What the task requires | From the first line to the last, copy the material exactly.

Provided records |
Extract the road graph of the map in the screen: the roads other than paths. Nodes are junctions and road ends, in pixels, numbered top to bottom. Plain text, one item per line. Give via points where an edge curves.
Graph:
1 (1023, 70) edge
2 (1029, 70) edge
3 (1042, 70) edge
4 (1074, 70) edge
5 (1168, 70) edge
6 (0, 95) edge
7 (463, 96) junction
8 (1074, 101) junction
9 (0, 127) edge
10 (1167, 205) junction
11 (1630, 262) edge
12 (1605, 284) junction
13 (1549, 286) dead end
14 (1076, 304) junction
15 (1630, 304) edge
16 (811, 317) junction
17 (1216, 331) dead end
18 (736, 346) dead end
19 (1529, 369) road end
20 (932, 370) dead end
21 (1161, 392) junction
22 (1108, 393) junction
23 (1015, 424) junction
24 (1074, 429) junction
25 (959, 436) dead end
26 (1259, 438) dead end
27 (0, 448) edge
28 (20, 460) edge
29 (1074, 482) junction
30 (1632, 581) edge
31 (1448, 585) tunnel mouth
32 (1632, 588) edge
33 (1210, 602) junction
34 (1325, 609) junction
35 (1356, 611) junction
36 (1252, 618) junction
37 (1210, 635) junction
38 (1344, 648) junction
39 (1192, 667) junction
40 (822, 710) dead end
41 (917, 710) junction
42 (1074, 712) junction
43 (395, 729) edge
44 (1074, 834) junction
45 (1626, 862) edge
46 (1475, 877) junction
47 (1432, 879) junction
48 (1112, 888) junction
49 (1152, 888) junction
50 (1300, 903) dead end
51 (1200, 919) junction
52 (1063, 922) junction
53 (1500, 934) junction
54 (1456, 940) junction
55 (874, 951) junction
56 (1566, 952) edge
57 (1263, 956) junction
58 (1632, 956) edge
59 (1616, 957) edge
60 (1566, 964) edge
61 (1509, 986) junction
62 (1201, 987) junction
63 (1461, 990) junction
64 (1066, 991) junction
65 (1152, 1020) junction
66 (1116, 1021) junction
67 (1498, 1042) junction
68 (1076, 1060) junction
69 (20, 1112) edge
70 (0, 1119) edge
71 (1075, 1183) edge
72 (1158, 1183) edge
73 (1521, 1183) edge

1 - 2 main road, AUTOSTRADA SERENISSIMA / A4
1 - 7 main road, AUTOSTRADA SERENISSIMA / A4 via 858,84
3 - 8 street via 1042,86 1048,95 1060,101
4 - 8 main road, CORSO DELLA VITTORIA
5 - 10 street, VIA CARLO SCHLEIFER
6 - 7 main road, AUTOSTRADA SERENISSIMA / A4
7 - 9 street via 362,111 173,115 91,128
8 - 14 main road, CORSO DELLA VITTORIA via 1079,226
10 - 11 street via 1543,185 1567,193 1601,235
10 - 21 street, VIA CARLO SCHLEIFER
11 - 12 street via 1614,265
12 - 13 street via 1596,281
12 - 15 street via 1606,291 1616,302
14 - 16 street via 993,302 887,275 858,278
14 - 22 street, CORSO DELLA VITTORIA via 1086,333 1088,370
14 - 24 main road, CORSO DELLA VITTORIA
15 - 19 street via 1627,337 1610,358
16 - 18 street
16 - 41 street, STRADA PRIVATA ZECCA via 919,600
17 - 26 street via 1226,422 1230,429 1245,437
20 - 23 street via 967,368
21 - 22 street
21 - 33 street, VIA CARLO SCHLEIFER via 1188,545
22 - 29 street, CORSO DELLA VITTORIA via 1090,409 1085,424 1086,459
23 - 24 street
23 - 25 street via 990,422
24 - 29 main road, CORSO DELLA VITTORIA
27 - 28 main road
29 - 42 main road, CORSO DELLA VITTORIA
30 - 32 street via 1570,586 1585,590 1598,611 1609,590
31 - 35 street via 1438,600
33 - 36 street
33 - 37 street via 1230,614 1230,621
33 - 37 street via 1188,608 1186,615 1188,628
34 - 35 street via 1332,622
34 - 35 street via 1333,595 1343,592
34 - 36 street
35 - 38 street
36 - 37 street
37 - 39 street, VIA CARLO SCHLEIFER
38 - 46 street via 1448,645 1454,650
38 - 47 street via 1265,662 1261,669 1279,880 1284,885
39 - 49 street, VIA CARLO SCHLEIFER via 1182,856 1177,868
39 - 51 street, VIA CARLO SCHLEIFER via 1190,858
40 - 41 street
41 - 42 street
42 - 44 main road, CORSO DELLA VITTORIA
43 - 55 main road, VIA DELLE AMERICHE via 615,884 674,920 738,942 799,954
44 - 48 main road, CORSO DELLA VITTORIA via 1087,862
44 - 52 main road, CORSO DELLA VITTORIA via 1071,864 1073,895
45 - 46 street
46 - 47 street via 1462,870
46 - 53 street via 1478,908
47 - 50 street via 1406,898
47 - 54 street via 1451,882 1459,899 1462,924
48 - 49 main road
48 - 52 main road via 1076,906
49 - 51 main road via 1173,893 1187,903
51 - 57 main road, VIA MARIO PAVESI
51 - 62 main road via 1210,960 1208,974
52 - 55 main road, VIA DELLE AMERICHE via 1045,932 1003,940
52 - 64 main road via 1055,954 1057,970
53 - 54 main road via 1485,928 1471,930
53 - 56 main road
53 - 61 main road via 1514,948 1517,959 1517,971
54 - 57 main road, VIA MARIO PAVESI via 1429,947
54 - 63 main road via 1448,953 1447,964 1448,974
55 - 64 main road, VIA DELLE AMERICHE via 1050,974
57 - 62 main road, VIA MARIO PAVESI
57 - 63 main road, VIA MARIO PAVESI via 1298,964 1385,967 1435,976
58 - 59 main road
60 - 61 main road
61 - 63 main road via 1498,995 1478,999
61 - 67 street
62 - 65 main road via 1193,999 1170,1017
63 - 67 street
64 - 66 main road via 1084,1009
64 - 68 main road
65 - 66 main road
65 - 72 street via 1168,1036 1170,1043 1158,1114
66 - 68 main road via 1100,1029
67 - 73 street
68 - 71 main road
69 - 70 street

Answer below |
Extract the road graph of the map in the screen: the roads other than paths. Nodes are junctions and road ends, in pixels, numbered top to bottom. Plain text, one item per line. Give via points where an edge curves.
Graph:
1 (1023, 70) edge
2 (1029, 70) edge
3 (1042, 70) edge
4 (1074, 70) edge
5 (1168, 70) edge
6 (0, 95) edge
7 (463, 96) junction
8 (1074, 101) junction
9 (0, 127) edge
10 (1167, 205) junction
11 (1630, 262) edge
12 (1605, 284) junction
13 (1549, 286) dead end
14 (1076, 304) junction
15 (1630, 304) edge
16 (811, 317) junction
17 (1216, 331) dead end
18 (736, 346) dead end
19 (1529, 369) road end
20 (932, 370) dead end
21 (1161, 392) junction
22 (1108, 393) junction
23 (1015, 424) junction
24 (1074, 429) junction
25 (959, 436) dead end
26 (1259, 438) dead end
27 (0, 448) edge
28 (20, 460) edge
29 (1074, 482) junction
30 (1632, 581) edge
31 (1448, 585) tunnel mouth
32 (1632, 588) edge
33 (1210, 602) junction
34 (1325, 609) junction
35 (1356, 611) junction
36 (1252, 618) junction
37 (1210, 635) junction
38 (1344, 648) junction
39 (1192, 667) junction
40 (822, 710) dead end
41 (917, 710) junction
42 (1074, 712) junction
43 (395, 729) edge
44 (1074, 834) junction
45 (1626, 862) edge
46 (1475, 877) junction
47 (1432, 879) junction
48 (1112, 888) junction
49 (1152, 888) junction
50 (1300, 903) dead end
51 (1200, 919) junction
52 (1063, 922) junction
53 (1500, 934) junction
54 (1456, 940) junction
55 (874, 951) junction
56 (1566, 952) edge
57 (1263, 956) junction
58 (1632, 956) edge
59 (1616, 957) edge
60 (1566, 964) edge
61 (1509, 986) junction
62 (1201, 987) junction
63 (1461, 990) junction
64 (1066, 991) junction
65 (1152, 1020) junction
66 (1116, 1021) junction
67 (1498, 1042) junction
68 (1076, 1060) junction
69 (20, 1112) edge
70 (0, 1119) edge
71 (1075, 1183) edge
72 (1158, 1183) edge
73 (1521, 1183) edge

1 - 2 main road, AUTOSTRADA SERENISSIMA / A4
1 - 7 main road, AUTOSTRADA SERENISSIMA / A4 via 858,84
3 - 8 street via 1042,86 1048,95 1060,101
4 - 8 main road, CORSO DELLA VITTORIA
5 - 10 street, VIA CARLO SCHLEIFER
6 - 7 main road, AUTOSTRADA SERENISSIMA / A4
7 - 9 street via 362,111 173,115 91,128
8 - 14 main road, CORSO DELLA VITTORIA via 1079,226
10 - 11 street via 1543,185 1567,193 1601,235
10 - 21 street, VIA CARLO SCHLEIFER
11 - 12 street via 1614,265
12 - 13 street via 1596,281
12 - 15 street via 1606,291 1616,302
14 - 16 street via 993,302 887,275 858,278
14 - 22 street, CORSO DELLA VITTORIA via 1086,333 1088,370
14 - 24 main road, CORSO DELLA VITTORIA
15 - 19 street via 1627,337 1610,358
16 - 18 street
16 - 41 street, STRADA PRIVATA ZECCA via 919,600
17 - 26 street via 1226,422 1230,429 1245,437
20 - 23 street via 967,368
21 - 22 street
21 - 33 street, VIA CARLO SCHLEIFER via 1188,545
22 - 29 street, CORSO DELLA VITTORIA via 1090,409 1085,424 1086,459
23 - 24 street
23 - 25 street via 990,422
24 - 29 main road, CORSO DELLA VITTORIA
27 - 28 main road
29 - 42 main road, CORSO DELLA VITTORIA
30 - 32 street via 1570,586 1585,590 1598,611 1609,590
31 - 35 street via 1438,600
33 - 36 street
33 - 37 street via 1230,614 1230,621
33 - 37 street via 1188,608 1186,615 1188,628
34 - 35 street via 1332,622
34 - 35 street via 1333,595 1343,592
34 - 36 street
35 - 38 street
36 - 37 street
37 - 39 street, VIA CARLO SCHLEIFER
38 - 46 street via 1448,645 1454,650
38 - 47 street via 1265,662 1261,669 1279,880 1284,885
39 - 49 street, VIA CARLO SCHLEIFER via 1182,856 1177,868
39 - 51 street, VIA CARLO SCHLEIFER via 1190,858
40 - 41 street
41 - 42 street
42 - 44 main road, CORSO DELLA VITTORIA
43 - 55 main road, VIA DELLE AMERICHE via 615,884 674,920 738,942 799,954
44 - 48 main road, CORSO DELLA VITTORIA via 1087,862
44 - 52 main road, CORSO DELLA VITTORIA via 1071,864 1073,895
45 - 46 street
46 - 47 street via 1462,870
46 - 53 street via 1478,908
47 - 50 street via 1406,898
47 - 54 street via 1451,882 1459,899 1462,924
48 - 49 main road
48 - 52 main road via 1076,906
49 - 51 main road via 1173,893 1187,903
51 - 57 main road, VIA MARIO PAVESI
51 - 62 main road via 1210,960 1208,974
52 - 55 main road, VIA DELLE AMERICHE via 1045,932 1003,940
52 - 64 main road via 1055,954 1057,970
53 - 54 main road via 1485,928 1471,930
53 - 56 main road
53 - 61 main road via 1514,948 1517,959 1517,971
54 - 57 main road, VIA MARIO PAVESI via 1429,947
54 - 63 main road via 1448,953 1447,964 1448,974
55 - 64 main road, VIA DELLE AMERICHE via 1050,974
57 - 62 main road, VIA MARIO PAVESI
57 - 63 main road, VIA MARIO PAVESI via 1298,964 1385,967 1435,976
58 - 59 main road
60 - 61 main road
61 - 63 main road via 1498,995 1478,999
61 - 67 street
62 - 65 main road via 1193,999 1170,1017
63 - 67 street
64 - 66 main road via 1084,1009
64 - 68 main road
65 - 66 main road
65 - 72 street via 1168,1036 1170,1043 1158,1114
66 - 68 main road via 1100,1029
67 - 73 street
68 - 71 main road
69 - 70 street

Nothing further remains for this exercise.